As I sat there, I suddenly became aware I wasn't just reading text messages; I was reading my past life. A life that was far from perfect, but was taken from me. And there are things I want back.
I want some of those friendships back. Not all of them by any means, not the damaging ones, but there are some people that when I think of them, and how things were before, my heart breaks a little bit more.
And so I made a decision.
I will text or email both of the girls I saw tonight, and thank them for inviting me, and for being so kind. I shall then ask them both for coffee sometime next week when they are free. I shall then tell them where the fuck I dissappeared to this time last year. I know that in reality I don't owe anyone shit all, but I'm the kind of person who believes that actions need to be explained to the important people in your life. So I will fill in the numerous blanks, and erase the various misconceptions surrounding my life.
I've already found myself half rehearsing what to say to them, in typical me style.
It is something I feel I have to do.
I will then make good on my idea to pick another two friends up from college, drive them home to Dawlish, and hang out with them for a few hours, filling in said blanks and said misconceptions once more.

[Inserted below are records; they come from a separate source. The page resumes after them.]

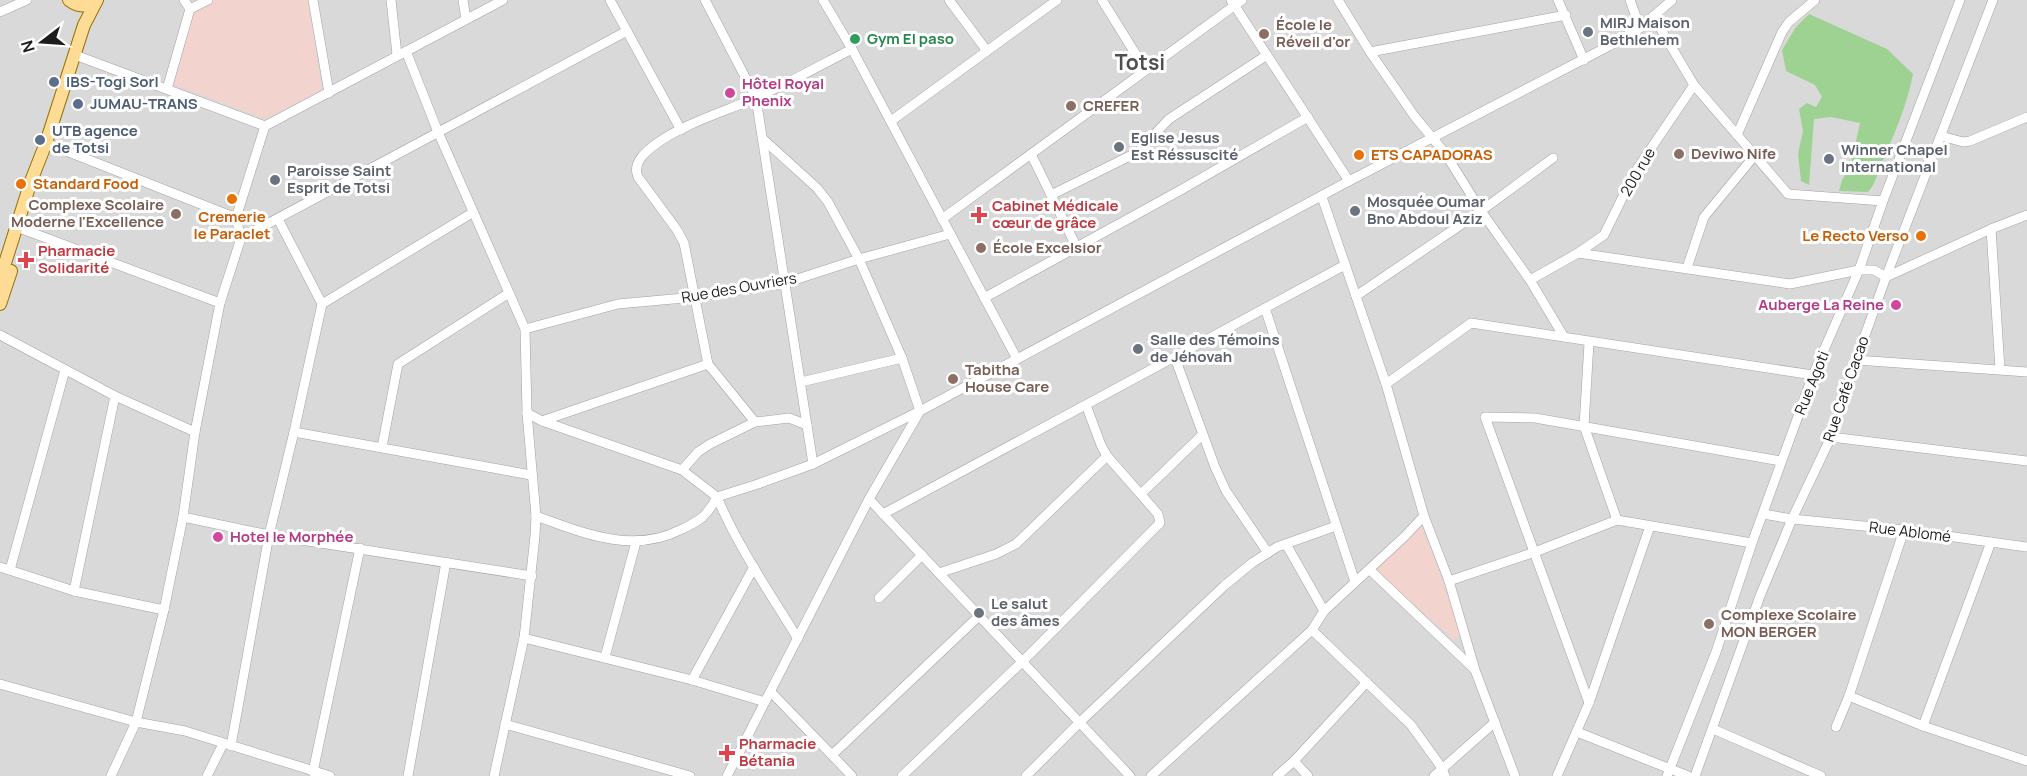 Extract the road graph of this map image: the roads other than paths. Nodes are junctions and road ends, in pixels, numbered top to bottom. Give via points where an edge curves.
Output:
1 (27, 0) edge
2 (69, 0) edge
3 (97, 0) edge
4 (184, 0) edge
5 (207, 0) edge
6 (313, 0) edge
7 (391, 0) edge
8 (464, 0) edge
9 (503, 0) edge
10 (610, 0) edge
11 (705, 0) edge
12 (823, 0) edge
13 (949, 0) edge
14 (1056, 0) edge
15 (1102, 0) edge
16 (1338, 0) edge
17 (1558, 0) edge
18 (1630, 0) edge
19 (1672, 0) edge
20 (1815, 0) edge
21 (1960, 0) edge
22 (1993, 0) edge
23 (1236, 2) edge
24 (82, 6) junction
25 (190, 9) junction
26 (0, 12) edge
27 (1566, 15) junction
28 (1653, 16) junction
29 (466, 19) junction
30 (84, 25) junction
31 (1640, 28) junction
32 (627, 31) junction
33 (852, 50) junction
34 (406, 51) junction
35 (987, 51) junction
36 (1370, 52) junction
37 (75, 55) junction
38 (397, 55) junction
39 (1267, 55) junction
40 (1584, 60) junction
41 (1145, 69) junction
42 (1694, 85) junction
43 (167, 89) junction
44 (328, 93) junction
45 (756, 98) junction
46 (1308, 117) junction
47 (2027, 117) edge
48 (891, 121) junction
49 (266, 126) junction
50 (681, 130) junction
51 (438, 132) junction
52 (1737, 135) junction
53 (1941, 136) junction
54 (763, 139) junction
55 (1433, 139) junction
56 (46, 143) junction
57 (1031, 154) junction
58 (1755, 155) junction
59 (1554, 158) dead end
60 (39, 160) junction
61 (1349, 181) junction
62 (1051, 195) junction
63 (1322, 197) junction
64 (1883, 201) junction
65 (1481, 211) junction
66 (472, 213) junction
67 (2027, 215) edge
68 (236, 218) junction
69 (278, 219) junction
70 (942, 219) junction
71 (22, 229) junction
72 (1991, 229) junction
73 (950, 234) junction
74 (242, 238) junction
75 (1077, 248) junction
76 (1578, 253) junction
77 (859, 259) junction
78 (1344, 266) junction
79 (1687, 268) junction
80 (1859, 270) junction
81 (4, 272) edge
82 (1886, 277) junction
83 (1530, 280) junction
84 (785, 283) junction
85 (509, 294) junction
86 (1356, 296) junction
87 (695, 297) junction
88 (984, 298) junction
89 (220, 303) junction
90 (0, 304) edge
91 (322, 304) junction
92 (1265, 308) junction
93 (525, 329) junction
94 (0, 334) edge
95 (1564, 337) junction
96 (1589, 343) junction
97 (902, 358) junction
98 (1174, 358) junction
99 (1017, 359) junction
100 (1856, 360) junction
101 (708, 364) junction
102 (2000, 369) junction
103 (65, 370) junction
104 (2027, 372) edge
105 (1813, 375) junction
106 (801, 382) junction
107 (1386, 384) junction
108 (116, 396) junction
109 (1086, 405) junction
110 (920, 411) junction
111 (527, 413) junction
112 (542, 421) junction
113 (755, 422) junction
114 (807, 425) junction
115 (1584, 426) junction
116 (195, 432) junction
117 (294, 432) junction
118 (1202, 435) junction
119 (1831, 437) junction
120 (382, 447) junction
121 (1107, 456) junction
122 (1781, 461) junction
123 (2027, 461) edge
124 (813, 464) junction
125 (682, 470) junction
126 (531, 475) junction
127 (1141, 494) junction
128 (717, 496) junction
129 (869, 499) junction
130 (883, 514) junction
131 (1763, 514) junction
132 (536, 516) junction
133 (1424, 516) junction
134 (183, 517) junction
135 (1792, 519) junction
136 (1617, 520) junction
137 (1336, 526) junction
138 (1650, 526) junction
139 (1904, 530) junction
140 (269, 535) junction
141 (636, 542) junction
142 (1991, 542) junction
143 (1752, 543) junction
144 (1286, 544) junction
145 (2027, 547) edge
146 (360, 548) junction
147 (1535, 552) junction
148 (1268, 553) junction
149 (922, 555) junction
150 (446, 562) junction
151 (0, 567) edge
152 (754, 567) junction
153 (10, 570) junction
154 (1370, 570) junction
155 (939, 573) junction
156 (532, 576) junction
157 (1449, 581) junction
158 (1355, 582) junction
159 (74, 591) junction
160 (879, 598) dead end
161 (164, 610) junction
162 (1324, 610) junction
163 (979, 616) junction
164 (1312, 630) junction
165 (524, 638) junction
166 (798, 639) junction
167 (605, 657) junction
168 (1023, 662) junction
169 (1475, 670) junction
170 (692, 680) junction
171 (1367, 682) junction
172 (0, 684) edge
173 (771, 692) junction
174 (1848, 696) junction
175 (765, 702) junction
176 (1589, 703) junction
177 (136, 722) junction
178 (1080, 722) junction
179 (1495, 722) junction
180 (505, 724) junction
181 (1923, 726) junction
182 (1836, 727) dead end
183 (1713, 729) junction
184 (1577, 732) junction
185 (227, 745) junction
186 (832, 755) junction
187 (1294, 760) junction
188 (2027, 760) edge
189 (307, 772) edge
190 (1444, 772) edge
191 (1668, 772) edge
192 (111, 776) edge
193 (207, 776) edge
194 (330, 776) edge
195 (408, 776) edge
196 (494, 776) edge
197 (690, 776) edge
198 (728, 776) edge
199 (852, 776) edge
200 (902, 776) edge
201 (1026, 776) edge
202 (1130, 776) edge
203 (1151, 776) edge
204 (1277, 776) edge
205 (1308, 776) edge
206 (1434, 776) edge
207 (1515, 776) edge
208 (1557, 776) edge
209 (1688, 776) edge
210 (1695, 776) edge
211 (1821, 776) edge

1 - 26 street
2 - 24 main road
3 - 24 main road
3 - 30 main road
4 - 25 street
5 - 25 street
6 - 44 street
7 - 38 street
8 - 29 street
9 - 29 street
10 - 32 street
11 - 45 street
12 - 33 street
13 - 35 street
14 - 35 street
15 - 41 street
16 - 36 street
17 - 27 street
18 - 31 street
19 - 28 street
20 - 52 street via 1782,32
21 - 64 street, Rue Agoti
22 - 53 street, Rue Café Cacao
23 - 39 street
23 - 41 street
24 - 30 main road
25 - 43 street
27 - 36 street
27 - 40 street
28 - 31 street
28 - 42 street
29 - 34 street
30 - 37 main road
31 - 40 street
32 - 50 street
32 - 51 street
33 - 45 street
33 - 48 street
34 - 38 street
34 - 51 street
35 - 48 street
36 - 55 street
37 - 43 street
37 - 56 main road
38 - 44 street
39 - 46 street
39 - 62 street via 1169,119 1138,152
40 - 55 street
41 - 57 street
42 - 52 street
42 - 76 street, 200 rue via 1635,172 1604,235
43 - 49 street
44 - 49 street
45 - 50 street
45 - 54 street
46 - 61 street
46 - 75 street
47 - 53 street via 1970,141
48 - 70 street
49 - 68 street
50 - 87 street via 655,145 637,162 636,172 684,243
51 - 66 street
51 - 69 street
52 - 58 street
53 - 82 street, Rue Café Cacao
54 - 77 street via 822,194
54 - 84 street
55 - 61 street
55 - 65 street
56 - 60 main road
56 - 68 street
57 - 62 street
57 - 70 street
58 - 64 street via 1788,194
58 - 79 street via 1704,217
59 - 65 street
60 - 71 main road
60 - 81 main road
61 - 63 street
62 - 75 street
63 - 78 street
63 - 99 street
64 - 80 street, Rue Agoti
65 - 83 street
65 - 86 street
66 - 85 street
66 - 91 street
67 - 72 street
68 - 74 street
69 - 74 street
69 - 91 street
70 - 73 street
71 - 81 main road
71 - 89 street
72 - 82 street
72 - 102 street
73 - 77 street, Rue des Ouvriers
73 - 88 street
74 - 89 street
75 - 88 street
76 - 79 street
76 - 83 street, 200 rue
77 - 84 street, Rue des Ouvriers
77 - 97 street
78 - 86 street
78 - 92 street
79 - 80 street via 1790,284
80 - 82 street via 1875,270
80 - 105 street, Rue Agoti
81 - 90 main road
82 - 100 street, Rue Café Cacao
83 - 95 street
84 - 87 street, Rue des Ouvriers
84 - 106 street
85 - 93 street
85 - 120 street via 398,364
86 - 107 street
87 - 93 street, Rue des Ouvriers via 618,304
87 - 101 street
88 - 99 street
89 - 116 street
91 - 117 street
92 - 98 street
92 - 137 street
93 - 111 street
94 - 103 street
95 - 96 street
95 - 107 street via 1471,323
96 - 105 street
96 - 115 street
97 - 106 street
97 - 110 street
98 - 109 street
98 - 118 street
99 - 110 street
100 - 102 street
100 - 119 street, Rue Café Cacao
101 - 112 street
101 - 113 street
102 - 104 street
103 - 108 street
103 - 153 street
105 - 122 street, Rue Agoti
106 - 114 street
107 - 133 street
108 - 116 street
108 - 159 street
109 - 121 street
109 - 130 street
110 - 124 street
110 - 129 street
111 - 112 street
111 - 126 street
112 - 125 street
113 - 114 street via 789,418
113 - 125 street via 710,444
114 - 124 street
115 - 122 street
115 - 136 street
115 - 147 street via 1534,418 1485,417
116 - 134 street
117 - 120 street
117 - 140 street
118 - 127 street
118 - 148 street via 1226,491
119 - 123 street
119 - 135 street, Rue Café Cacao
120 - 126 street
121 - 127 street
121 - 155 street via 1017,544
122 - 131 street, Rue Agoti
124 - 128 street
125 - 128 street
126 - 132 street
127 - 168 street via 1158,514 1160,523
128 - 141 street via 706,515 694,523 663,537
128 - 152 street
129 - 130 street
129 - 166 street
130 - 149 street
131 - 135 street, Rue Ablomé
131 - 143 street, Rue Agoti
132 - 141 street via 591,536
132 - 156 street
133 - 154 street
133 - 157 street
134 - 140 street
134 - 161 street
135 - 139 street, Rue Ablomé
135 - 183 street, Rue Café Cacao
136 - 138 street
136 - 147 street
137 - 144 street
137 - 158 street
138 - 143 street
138 - 176 street
139 - 142 street, Rue Ablomé
139 - 174 street
140 - 146 street
140 - 185 street
141 - 167 street
142 - 145 street, Rue Ablomé
142 - 181 street
143 - 191 street, Rue Agoti via 1716,652
144 - 148 street
144 - 162 street
146 - 150 street
146 - 189 street
147 - 157 street
147 - 176 street
148 - 178 street via 1224,586
149 - 155 street
149 - 160 street
150 - 156 street
150 - 195 street
151 - 153 street
152 - 166 street
152 - 170 street
153 - 159 street
154 - 158 street
154 - 169 street
155 - 163 street
156 - 165 street
157 - 169 street
158 - 162 street
159 - 161 street
161 - 177 street
162 - 164 street
163 - 168 street
163 - 186 street
164 - 171 street
164 - 203 street
165 - 167 street
165 - 180 street
166 - 173 street
167 - 170 street
168 - 178 street
168 - 200 street
169 - 179 street
170 - 175 street
171 - 187 street
171 - 190 street via 1412,725
172 - 177 street
173 - 175 street
173 - 186 street
174 - 181 street
174 - 182 street
175 - 198 street
176 - 184 street
177 - 185 street via 185,731
177 - 192 street
178 - 201 street
178 - 202 street
179 - 190 street
179 - 207 street
180 - 196 street
180 - 197 street
181 - 188 street
183 - 210 street, Rue Café Cacao
183 - 211 street
184 - 191 street
184 - 208 street
185 - 189 street
185 - 193 street
186 - 199 street
187 - 204 street
187 - 205 street
189 - 194 street
190 - 206 street
191 - 209 street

I feel that mellow, and calm, that comes over me in the moment I take action toward living once more.

The only situation I am still undecided on is the one with L. As I mentioned at the start of his soliloquy, she has recently sent me yet another messge to the effect of "Are you around on X day? If not I'm coming round in the week anyway." I can't honestly see how she hasn't got the message that I don't want to see her anymore. But now I'm wondering if I should see her. Again, reading those text messages has confused everything in my head. She told me that she realized she'd had feelings for me for quite a while, and armed with that knowledge, some texts do make more sense. But am I just imagining things? I know that after all the shit we've been through that a relationship would never work, but what I want to know is, is it wrong to still wish we could? I mean, there was a real chance for us at one point, and she just threw it away. So why can't I just let go? Why does the fact that she's so obviously moved on, so much so that she's now LIVING with her new boyfriend (not the guy I was ditched for even) make me so angry? I mean, she told me that we'd obviously never work because she was ''more than likely'' moving away, but now she's living loved up with some other randomer? The more I think about her, the more I realise that despite all the shit she told me about herself, I really didn't know her.
And what hurts the most? The fact that I wonder now if all those shit friends were right.
I have always considered myself a good judge of character, but they didn't like her from day one. Did I choose to like her to spite them? Were they really right? Are they better judges of character than I? Very little saddens me more than that thought.

So here I ask for advice; what should I do?